What this task involves: Please retype the data that follows, starting at the line containing "Digitize the connectivity" and stopping after the last line.

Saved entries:
• • • • • • •

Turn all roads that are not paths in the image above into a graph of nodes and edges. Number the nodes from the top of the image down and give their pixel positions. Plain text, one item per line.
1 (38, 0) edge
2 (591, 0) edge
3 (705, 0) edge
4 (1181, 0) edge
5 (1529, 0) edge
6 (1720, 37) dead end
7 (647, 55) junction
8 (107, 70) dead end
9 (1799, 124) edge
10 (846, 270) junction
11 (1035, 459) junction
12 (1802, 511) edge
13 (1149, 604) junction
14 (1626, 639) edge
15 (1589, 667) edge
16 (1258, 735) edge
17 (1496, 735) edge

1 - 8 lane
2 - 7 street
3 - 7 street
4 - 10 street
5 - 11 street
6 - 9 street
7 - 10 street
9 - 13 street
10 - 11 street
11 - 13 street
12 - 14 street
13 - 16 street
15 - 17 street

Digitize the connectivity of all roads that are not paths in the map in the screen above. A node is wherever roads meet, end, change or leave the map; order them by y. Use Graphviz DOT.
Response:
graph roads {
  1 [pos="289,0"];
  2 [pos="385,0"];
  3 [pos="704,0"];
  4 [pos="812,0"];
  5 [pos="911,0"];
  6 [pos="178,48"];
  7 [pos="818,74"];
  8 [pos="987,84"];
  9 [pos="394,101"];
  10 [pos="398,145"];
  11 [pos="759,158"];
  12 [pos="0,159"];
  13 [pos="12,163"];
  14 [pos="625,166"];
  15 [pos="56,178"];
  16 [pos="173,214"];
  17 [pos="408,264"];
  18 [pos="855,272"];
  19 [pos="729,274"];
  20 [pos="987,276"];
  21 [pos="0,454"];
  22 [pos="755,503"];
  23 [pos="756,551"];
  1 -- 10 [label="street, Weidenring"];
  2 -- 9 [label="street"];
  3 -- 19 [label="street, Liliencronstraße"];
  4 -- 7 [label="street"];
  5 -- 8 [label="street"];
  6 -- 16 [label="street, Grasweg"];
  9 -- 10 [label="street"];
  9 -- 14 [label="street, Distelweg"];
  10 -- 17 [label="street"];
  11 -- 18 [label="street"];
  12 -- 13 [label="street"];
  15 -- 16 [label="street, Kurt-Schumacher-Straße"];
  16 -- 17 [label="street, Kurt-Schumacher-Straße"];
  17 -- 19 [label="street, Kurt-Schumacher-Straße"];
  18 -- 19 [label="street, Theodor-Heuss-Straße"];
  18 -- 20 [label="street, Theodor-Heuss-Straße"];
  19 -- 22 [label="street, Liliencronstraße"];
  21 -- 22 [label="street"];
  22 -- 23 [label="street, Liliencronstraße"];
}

• • • • • • •

Result for this exercise:
Digitize the connectivity of all roads that are not paths in the map in the screen above. A node is wherever roads meet, end, change or leave the map; order them by y. Use Graphviz DOT.
Response:
graph roads {
  1 [pos="289,0"];
  2 [pos="385,0"];
  3 [pos="704,0"];
  4 [pos="812,0"];
  5 [pos="911,0"];
  6 [pos="178,48"];
  7 [pos="818,74"];
  8 [pos="987,84"];
  9 [pos="394,101"];
  10 [pos="398,145"];
  11 [pos="759,158"];
  12 [pos="0,159"];
  13 [pos="12,163"];
  14 [pos="625,166"];
  15 [pos="56,178"];
  16 [pos="173,214"];
  17 [pos="408,264"];
  18 [pos="855,272"];
  19 [pos="729,274"];
  20 [pos="987,276"];
  21 [pos="0,454"];
  22 [pos="755,503"];
  23 [pos="756,551"];
  1 -- 10 [label="street, Weidenring"];
  2 -- 9 [label="street"];
  3 -- 19 [label="street, Liliencronstraße"];
  4 -- 7 [label="street"];
  5 -- 8 [label="street"];
  6 -- 16 [label="street, Grasweg"];
  9 -- 10 [label="street"];
  9 -- 14 [label="street, Distelweg"];
  10 -- 17 [label="street"];
  11 -- 18 [label="street"];
  12 -- 13 [label="street"];
  15 -- 16 [label="street, Kurt-Schumacher-Straße"];
  16 -- 17 [label="street, Kurt-Schumacher-Straße"];
  17 -- 19 [label="street, Kurt-Schumacher-Straße"];
  18 -- 19 [label="street, Theodor-Heuss-Straße"];
  18 -- 20 [label="street, Theodor-Heuss-Straße"];
  19 -- 22 [label="street, Liliencronstraße"];
  21 -- 22 [label="street"];
  22 -- 23 [label="street, Liliencronstraße"];
}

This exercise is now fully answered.